I became a full-time financial trader in December 2004, and I was quite successful for a few years, but since my wife stopped working alongside me last year - providing an all-important extra set of eyes and second opinion - my profitability just ebbed away and my heart wasn’t quite in it any more. I sat alone in my office trading London hours into the early hours of the Korean mornings, I wasn’t getting out of the apartment much at all, so I was failing to learn the Korean language. And the relentlessly negative financial macroeconomic environment of the last few years began to take its toll on me, because in the end I found it doesn’t matter whether you’re winning in the market if the constantly depressing news environment just wears you down. I started doing a weekly radio segment on Busan e-FM during trading hours just to get away from things, an unthinkable move during more motivated times.
But the end of my career as a trader in August came quickly. I have a rule that if the running annual total of my profits falls sufficiently below the level I could earn from a normal salaried position, then I have to accept that I’m in the wrong job. When you’re ‘in the zone’ in trading, as we call it, you feel untouchable, but when you’re not it’s easy to see extended runs of losses, because this is an activity where studies have suggest 90% of participants consistently lose money. When you find yourself in that 90%, when general market conditions seem no longer aligned with your trading style, you have to find something else to do with your life. And while it would make for a great narrative if could say I’d suffered a major financial blow-up, really it’s been more of a setback, albeit a significant one.
The culmination of my minor financial crisis was connected with the search for an apartment. I’d done a radio segment about ‘the gravitational pull of Haeundae’, and like a lot of Koreans in Busan I felt like I had to be there, but not just out of the need to climb the property and perceived social ladder; the two prominent foreign schools - Busan Foreign School and Busan International Foreign School - are both in the area, and with the prospect that this is where my son needed to go one day, we were planning ahead. But Haeundae is expensive, and it seemed like we had a choice – buy a nice apartment in a good area, or a bad apartment in a good area. We started looking around and it only seemed to make that choice seem even more stark.

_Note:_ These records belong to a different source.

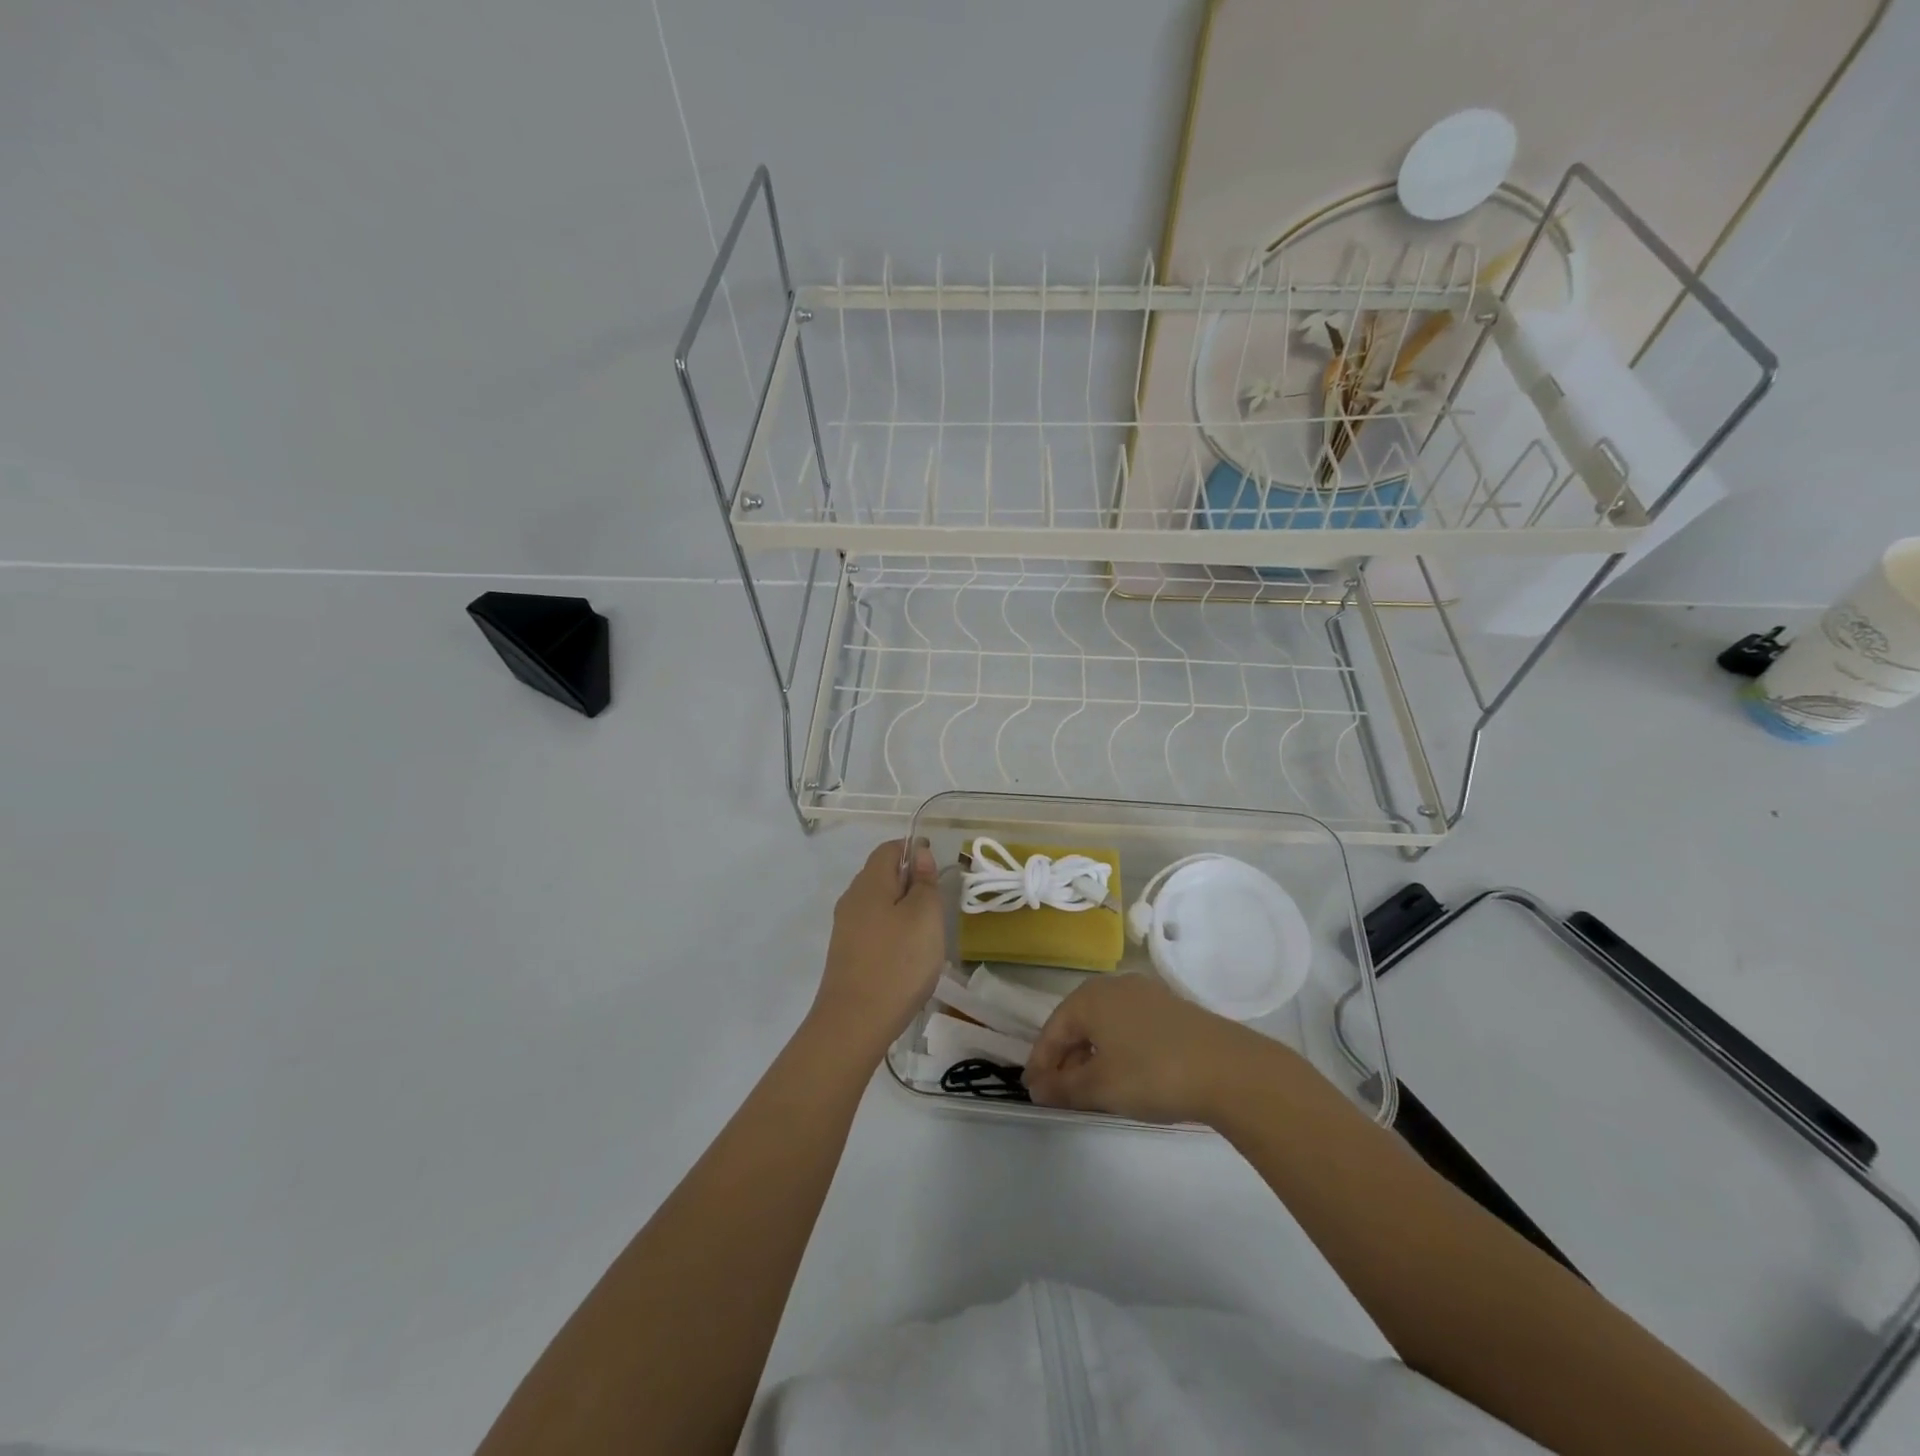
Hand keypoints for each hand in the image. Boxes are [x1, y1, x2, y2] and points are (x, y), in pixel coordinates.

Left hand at [806, 839, 945, 1064]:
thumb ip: (924, 882)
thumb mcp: (925, 916)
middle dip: (910, 881)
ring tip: (926, 933)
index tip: (937, 868)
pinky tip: (907, 955)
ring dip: (902, 909)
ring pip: (878, 904)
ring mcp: (845, 928)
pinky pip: (873, 928)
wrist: (854, 1023)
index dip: (914, 850)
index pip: (889, 849)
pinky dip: (892, 931)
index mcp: (869, 883)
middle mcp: (852, 899)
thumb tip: (919, 855)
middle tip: (937, 904)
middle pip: (881, 875)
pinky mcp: (846, 954)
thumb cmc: (898, 962)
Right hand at [1024, 973, 1270, 1123]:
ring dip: (1091, 1055)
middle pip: (1077, 1024)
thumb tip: (1037, 1088)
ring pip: (1104, 1025)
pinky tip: (1124, 1074)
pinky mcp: (1170, 1008)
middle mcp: (1114, 986)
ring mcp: (1145, 994)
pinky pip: (1128, 1026)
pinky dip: (1116, 1049)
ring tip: (1090, 1089)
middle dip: (1065, 1059)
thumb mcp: (1101, 1087)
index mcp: (1090, 997)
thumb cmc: (1152, 1073)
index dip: (1040, 1063)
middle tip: (1059, 1094)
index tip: (1032, 1093)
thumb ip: (1064, 1088)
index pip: (1052, 1030)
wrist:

I’d seen some nice apartments in Centum City, but they were out of our price range, and yet tantalisingly close enough that if I pushed hard with my trading accounts living there might be possible. So I did something I hadn’t done in a long time – broke my risk management rules, ignored the warnings I’d built into my systems, and went for it. If I failed at least I could say that I met my undoing out there on the ragged edge which so often defines who you are as a person. In earlier and more reckless times as a trader I’d done the same thing, and I’d always come out of it on top, but not this time. My decision came just days before the market entered a particularly high period of volatility, and in trading parlance, I was long when I should have been short and short when I should have been long. By the time it was over, I’d lost quite a lot of money and Centum City was no longer tantalisingly close but instead an even remoter dream.
You live by the sword and die by the sword as a trader. I knew what I was doing, I let frustration and impatience get the better of me, and now I have to pay the price. That was my first financial disaster. My second may be buying the apartment itself, because I’m convinced that Busan is in the midst of an unsustainable property bubble that could entirely conceivably implode in on itself at any moment. But we urgently needed a place to live, and rather presciently as it turned out, while watching what was happening in the international financial markets and the Korean construction sector, I predicted that Korean banks might stop lending, as banks in the UK had a few years earlier, excluding a generation from the dream of home ownership.
In fact when we were arranging our loan, in a remarkable and frightening admission the bank manager told us that he couldn’t guarantee the bank would still be willing to honour it at the end of September when it was supposed to be released. Despite this, it wasn’t certain then that the turmoil in the financial markets would translate into real-world actions, but just days after we arranged to buy our new apartment, the Korean banks made their move as I’d believed they would, but much sooner than I expected.